- _What you will do_: Scan the data below for the string "bridge". Copy every line where it appears.
#### Dataset content ####
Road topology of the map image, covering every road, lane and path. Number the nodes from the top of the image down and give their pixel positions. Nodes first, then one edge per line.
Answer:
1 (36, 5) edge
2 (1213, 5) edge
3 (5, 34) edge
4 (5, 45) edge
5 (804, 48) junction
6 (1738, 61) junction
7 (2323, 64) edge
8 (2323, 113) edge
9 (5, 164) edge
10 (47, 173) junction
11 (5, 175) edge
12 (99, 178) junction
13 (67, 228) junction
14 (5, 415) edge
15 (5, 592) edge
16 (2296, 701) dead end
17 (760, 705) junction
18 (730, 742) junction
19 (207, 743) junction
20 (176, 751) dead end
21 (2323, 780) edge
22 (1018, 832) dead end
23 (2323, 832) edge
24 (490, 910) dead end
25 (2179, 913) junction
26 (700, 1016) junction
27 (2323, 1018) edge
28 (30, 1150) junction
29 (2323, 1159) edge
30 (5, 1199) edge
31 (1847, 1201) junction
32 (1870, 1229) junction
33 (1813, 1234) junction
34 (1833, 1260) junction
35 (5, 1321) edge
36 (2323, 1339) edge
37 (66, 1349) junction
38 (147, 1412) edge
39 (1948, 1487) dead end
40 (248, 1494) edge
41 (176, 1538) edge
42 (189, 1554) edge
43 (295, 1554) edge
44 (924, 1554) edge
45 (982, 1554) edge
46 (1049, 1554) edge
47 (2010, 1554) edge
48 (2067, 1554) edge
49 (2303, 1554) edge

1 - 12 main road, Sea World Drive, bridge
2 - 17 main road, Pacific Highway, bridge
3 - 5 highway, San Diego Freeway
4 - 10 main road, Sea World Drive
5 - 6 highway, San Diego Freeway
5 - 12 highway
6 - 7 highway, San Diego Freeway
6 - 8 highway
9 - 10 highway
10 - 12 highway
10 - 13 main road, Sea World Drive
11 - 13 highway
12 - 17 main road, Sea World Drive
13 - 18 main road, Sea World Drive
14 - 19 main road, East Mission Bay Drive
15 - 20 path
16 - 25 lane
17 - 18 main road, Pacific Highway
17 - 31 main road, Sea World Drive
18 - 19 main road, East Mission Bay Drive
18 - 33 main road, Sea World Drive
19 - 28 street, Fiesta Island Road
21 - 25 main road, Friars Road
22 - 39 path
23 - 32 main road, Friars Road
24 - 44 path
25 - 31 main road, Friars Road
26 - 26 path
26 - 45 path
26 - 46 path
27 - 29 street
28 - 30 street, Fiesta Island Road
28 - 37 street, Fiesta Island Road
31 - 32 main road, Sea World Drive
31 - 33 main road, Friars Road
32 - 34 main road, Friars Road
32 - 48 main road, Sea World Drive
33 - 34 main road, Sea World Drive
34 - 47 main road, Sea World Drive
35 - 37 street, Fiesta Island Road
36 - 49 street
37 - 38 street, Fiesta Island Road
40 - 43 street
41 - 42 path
####
- _Problem solution_:
1 - 12 main road, Sea World Drive, bridge
2 - 17 main road, Pacific Highway, bridge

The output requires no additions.